Almost nothing is known of the actual pathophysiology of Cotard’s, except that PET scans have revealed a markedly decreased level of glucose metabolism in the (admittedly few) patients with the condition who have been studied. The degree of decreased metabolism is similar to, but markedly more than, that seen in patients taking certain tranquilizers, or those under anesthesia or in vegetative states.

In many ways, Cotard’s Syndrome is related to Capgras Syndrome, since both are seen as disconnects in the parts of the brain that govern recognition and related emotional response. Capgras’ Syndrome is a delusional state in which a patient believes that familiar faces are actually those of imposters. If synapses in pertinent parts of a patient’s brain malfunction and this recognition system fails – what psychiatrists call derealization – one develops Capgras’ (if one is viewing others) or Cotard’s (if one is viewing self). Or at least that’s the theory.

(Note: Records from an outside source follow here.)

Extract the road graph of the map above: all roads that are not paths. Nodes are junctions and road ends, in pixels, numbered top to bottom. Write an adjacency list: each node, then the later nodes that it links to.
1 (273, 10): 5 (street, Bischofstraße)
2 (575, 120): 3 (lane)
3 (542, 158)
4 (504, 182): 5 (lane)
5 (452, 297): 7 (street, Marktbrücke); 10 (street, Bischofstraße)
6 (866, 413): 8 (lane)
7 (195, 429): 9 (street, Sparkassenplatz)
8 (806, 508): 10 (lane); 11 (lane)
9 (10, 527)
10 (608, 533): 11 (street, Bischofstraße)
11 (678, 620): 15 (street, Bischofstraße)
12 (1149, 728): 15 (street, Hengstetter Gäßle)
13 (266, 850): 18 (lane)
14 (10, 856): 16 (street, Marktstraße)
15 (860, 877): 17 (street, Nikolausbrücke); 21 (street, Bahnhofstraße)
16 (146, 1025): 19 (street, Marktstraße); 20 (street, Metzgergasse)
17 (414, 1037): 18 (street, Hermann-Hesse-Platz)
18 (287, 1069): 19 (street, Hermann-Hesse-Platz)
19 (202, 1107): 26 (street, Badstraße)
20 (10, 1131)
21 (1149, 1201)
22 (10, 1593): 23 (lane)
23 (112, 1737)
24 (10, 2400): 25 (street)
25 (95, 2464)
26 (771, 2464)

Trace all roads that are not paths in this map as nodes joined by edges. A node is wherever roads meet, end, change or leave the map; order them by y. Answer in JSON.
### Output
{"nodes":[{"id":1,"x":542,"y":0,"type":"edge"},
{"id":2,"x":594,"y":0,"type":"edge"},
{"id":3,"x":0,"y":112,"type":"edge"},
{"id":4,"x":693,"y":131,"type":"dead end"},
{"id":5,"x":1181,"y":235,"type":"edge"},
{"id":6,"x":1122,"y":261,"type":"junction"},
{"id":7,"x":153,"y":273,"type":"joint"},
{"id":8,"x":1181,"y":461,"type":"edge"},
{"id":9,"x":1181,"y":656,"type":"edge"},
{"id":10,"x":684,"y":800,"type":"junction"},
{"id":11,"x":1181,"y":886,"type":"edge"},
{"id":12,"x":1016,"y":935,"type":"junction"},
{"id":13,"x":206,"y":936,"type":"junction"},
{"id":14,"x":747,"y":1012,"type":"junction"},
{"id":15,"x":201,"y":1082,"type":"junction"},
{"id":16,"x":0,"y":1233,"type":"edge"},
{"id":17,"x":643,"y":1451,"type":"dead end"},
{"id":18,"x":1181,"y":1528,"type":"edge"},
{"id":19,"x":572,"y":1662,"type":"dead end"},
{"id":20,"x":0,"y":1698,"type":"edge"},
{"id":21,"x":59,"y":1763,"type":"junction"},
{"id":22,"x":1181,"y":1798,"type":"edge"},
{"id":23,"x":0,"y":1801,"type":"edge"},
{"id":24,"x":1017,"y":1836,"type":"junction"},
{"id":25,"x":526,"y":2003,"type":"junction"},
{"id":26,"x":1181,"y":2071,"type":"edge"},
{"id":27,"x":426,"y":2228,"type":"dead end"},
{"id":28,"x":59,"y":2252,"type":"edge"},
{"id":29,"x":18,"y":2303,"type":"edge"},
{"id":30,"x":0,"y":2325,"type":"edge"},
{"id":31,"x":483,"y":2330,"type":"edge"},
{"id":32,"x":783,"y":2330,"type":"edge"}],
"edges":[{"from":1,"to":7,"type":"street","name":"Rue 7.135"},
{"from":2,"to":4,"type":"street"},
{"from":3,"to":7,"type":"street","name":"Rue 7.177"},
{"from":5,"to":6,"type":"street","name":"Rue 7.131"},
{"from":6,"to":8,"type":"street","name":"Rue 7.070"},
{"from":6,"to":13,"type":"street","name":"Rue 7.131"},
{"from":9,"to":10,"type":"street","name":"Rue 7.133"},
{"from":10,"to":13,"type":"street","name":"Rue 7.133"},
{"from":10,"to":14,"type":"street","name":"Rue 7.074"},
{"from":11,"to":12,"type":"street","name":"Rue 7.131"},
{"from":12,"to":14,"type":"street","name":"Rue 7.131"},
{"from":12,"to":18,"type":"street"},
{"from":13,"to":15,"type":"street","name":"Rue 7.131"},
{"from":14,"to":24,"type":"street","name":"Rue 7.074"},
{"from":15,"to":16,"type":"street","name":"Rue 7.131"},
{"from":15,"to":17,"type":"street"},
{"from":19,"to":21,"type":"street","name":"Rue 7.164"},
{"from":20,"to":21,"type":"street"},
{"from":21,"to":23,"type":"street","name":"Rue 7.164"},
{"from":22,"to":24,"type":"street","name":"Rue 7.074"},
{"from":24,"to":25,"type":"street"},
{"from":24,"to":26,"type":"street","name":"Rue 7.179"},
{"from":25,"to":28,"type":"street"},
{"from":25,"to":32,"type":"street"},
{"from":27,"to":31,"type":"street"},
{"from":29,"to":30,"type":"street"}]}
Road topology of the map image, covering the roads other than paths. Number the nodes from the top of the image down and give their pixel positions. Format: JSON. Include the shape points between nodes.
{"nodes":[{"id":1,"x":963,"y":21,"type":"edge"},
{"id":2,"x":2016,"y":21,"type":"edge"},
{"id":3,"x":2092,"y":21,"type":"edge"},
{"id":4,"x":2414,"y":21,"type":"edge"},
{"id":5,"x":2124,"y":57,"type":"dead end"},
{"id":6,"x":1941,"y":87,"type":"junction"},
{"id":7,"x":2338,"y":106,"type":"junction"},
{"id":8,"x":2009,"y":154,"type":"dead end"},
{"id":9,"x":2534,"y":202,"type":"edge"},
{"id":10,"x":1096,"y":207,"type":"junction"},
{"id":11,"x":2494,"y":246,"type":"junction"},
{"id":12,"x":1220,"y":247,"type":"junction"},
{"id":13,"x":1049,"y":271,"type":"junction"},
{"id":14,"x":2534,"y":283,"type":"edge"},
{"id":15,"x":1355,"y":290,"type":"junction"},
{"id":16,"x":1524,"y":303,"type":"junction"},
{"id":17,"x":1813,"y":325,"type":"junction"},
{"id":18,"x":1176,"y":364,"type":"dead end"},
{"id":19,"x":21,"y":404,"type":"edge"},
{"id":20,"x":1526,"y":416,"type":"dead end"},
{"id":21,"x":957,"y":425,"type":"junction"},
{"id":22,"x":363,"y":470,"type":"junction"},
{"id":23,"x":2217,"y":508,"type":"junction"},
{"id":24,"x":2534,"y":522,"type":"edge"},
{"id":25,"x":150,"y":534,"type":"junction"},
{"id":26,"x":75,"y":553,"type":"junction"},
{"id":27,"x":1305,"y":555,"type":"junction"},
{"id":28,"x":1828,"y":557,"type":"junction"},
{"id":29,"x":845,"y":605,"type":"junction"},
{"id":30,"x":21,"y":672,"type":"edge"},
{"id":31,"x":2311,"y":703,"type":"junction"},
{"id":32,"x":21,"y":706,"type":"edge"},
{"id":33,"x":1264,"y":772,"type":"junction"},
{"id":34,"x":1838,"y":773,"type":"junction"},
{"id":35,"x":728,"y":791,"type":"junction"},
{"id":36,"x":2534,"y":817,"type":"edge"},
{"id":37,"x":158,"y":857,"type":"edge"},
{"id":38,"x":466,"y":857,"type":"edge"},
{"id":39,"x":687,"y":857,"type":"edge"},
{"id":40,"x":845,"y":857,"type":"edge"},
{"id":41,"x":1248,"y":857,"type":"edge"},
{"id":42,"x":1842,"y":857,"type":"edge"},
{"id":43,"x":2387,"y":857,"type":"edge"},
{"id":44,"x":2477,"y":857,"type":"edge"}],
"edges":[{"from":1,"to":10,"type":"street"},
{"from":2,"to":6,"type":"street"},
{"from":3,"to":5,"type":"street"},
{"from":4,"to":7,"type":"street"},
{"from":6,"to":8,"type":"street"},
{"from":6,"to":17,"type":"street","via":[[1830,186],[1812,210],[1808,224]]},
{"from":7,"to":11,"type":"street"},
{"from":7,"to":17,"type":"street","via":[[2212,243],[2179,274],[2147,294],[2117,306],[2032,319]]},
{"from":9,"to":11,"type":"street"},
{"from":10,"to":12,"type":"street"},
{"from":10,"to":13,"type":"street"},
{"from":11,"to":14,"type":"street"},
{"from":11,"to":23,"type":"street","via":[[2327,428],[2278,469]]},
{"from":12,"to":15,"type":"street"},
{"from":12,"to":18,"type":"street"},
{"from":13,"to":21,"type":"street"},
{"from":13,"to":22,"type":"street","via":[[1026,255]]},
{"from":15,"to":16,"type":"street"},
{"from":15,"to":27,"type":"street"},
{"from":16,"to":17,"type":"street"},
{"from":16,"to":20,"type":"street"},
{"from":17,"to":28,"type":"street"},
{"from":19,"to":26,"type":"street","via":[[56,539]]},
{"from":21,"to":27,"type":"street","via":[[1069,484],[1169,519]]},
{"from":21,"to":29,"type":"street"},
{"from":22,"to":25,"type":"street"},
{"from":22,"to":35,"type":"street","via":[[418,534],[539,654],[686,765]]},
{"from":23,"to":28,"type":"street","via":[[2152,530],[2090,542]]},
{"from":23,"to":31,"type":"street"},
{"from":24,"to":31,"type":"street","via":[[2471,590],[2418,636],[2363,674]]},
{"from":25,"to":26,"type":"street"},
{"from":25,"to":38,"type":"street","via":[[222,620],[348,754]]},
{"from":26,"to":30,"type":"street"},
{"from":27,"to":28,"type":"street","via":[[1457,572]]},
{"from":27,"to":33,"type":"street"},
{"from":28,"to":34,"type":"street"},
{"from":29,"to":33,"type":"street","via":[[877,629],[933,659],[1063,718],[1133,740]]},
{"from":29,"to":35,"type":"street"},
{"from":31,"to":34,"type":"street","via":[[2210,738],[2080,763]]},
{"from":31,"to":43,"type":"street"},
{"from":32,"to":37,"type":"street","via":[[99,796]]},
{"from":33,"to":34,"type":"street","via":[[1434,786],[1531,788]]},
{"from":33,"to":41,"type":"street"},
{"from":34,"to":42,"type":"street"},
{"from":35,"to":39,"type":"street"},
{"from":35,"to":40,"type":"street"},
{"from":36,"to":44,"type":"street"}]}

In 26 years of clinical practice, I have only encountered once a patient with Cotard’s Syndrome. It was while I was attending on a long term forensic unit at a state psychiatric hospital. At the time I only had a vague recollection of what was Cotard’s; it’s not really a subject stressed in medical schools or residencies, being subsumed by the larger taxonomic umbrella of (generic) ‘delusional disorders.’ I remember my patient as an elderly black male of wiry build with short graying hair and, surprisingly, a ready smile when addressed. He was also in good physical health – he had no known history of head injuries, epilepsy, migraines, cardiac disease, cirrhosis, or malignancies. He also did not have schizophrenia, bipolar disorder, or dementia, and was not delirious while on my service. As a matter of fact, except for having little formal education, he seemed ‘normal’ on the surface if not always talkative.

Patients suffering dementing processes can often appear cognitively intact if an interview lacks depth; this is because these patients can initially cover their deficits with socially expected superficialities. The same can hold true for other psychiatric illnesses. In the case of my patient with Cotard’s, if one didn’t bring up his mortal condition, he could talk about ward activities and the weather and what he had seen on television without any problem. But if one brought up the state of his health, he’d say, in no uncertain terms, that he was dead. Psychological testing – repeated over time – did not show evidence of malingering or over-endorsement of symptoms, and this fact, along with his consistent clinical presentation over the years, suggested that he was the ‘real deal.’

And as with almost all other delusional disorders, if you engaged my patient in a discussion of his physical state, no matter how persuasive your logic, he had a ready explanation for why that just wasn’t so. Why did he eat and drink? Well, it was an activity he picked up while alive, one that he did now merely out of force of habit after more than 70 years. Why was his blood still liquid and red when drawn for labs? He hadn’t been dead long enough for it to have coagulated. Why did he sleep? He didn’t actually sleep – he just lay in bed with his eyes closed so that he could concentrate on the worms eating him. Why did he bathe? Corpses don’t need to bathe since they don’t sweat (the bathing part was accurate… he rarely attended to hygiene unless forced). And so on.

Treatment? Therein lies the problem. If delusions of death stem from a psychotic mood disorder, the treatment can include antidepressants, anticonvulsants, lithium, and shock therapy, with a fair prognosis. However, when the delusional symptoms are not caused by another underlying etiology, the response to treatment is often poor and incomplete. In my experience, antipsychotic medications, for example, render such a patient less likely to verbally express delusional thoughts, but the thoughts are still ‘in there’ – as was seemingly the case with my patient. Though I later moved to a new position in a different hospital, I have learned since that he’s still hospitalized. And still incapable of proceeding to trial. And still ‘dead.’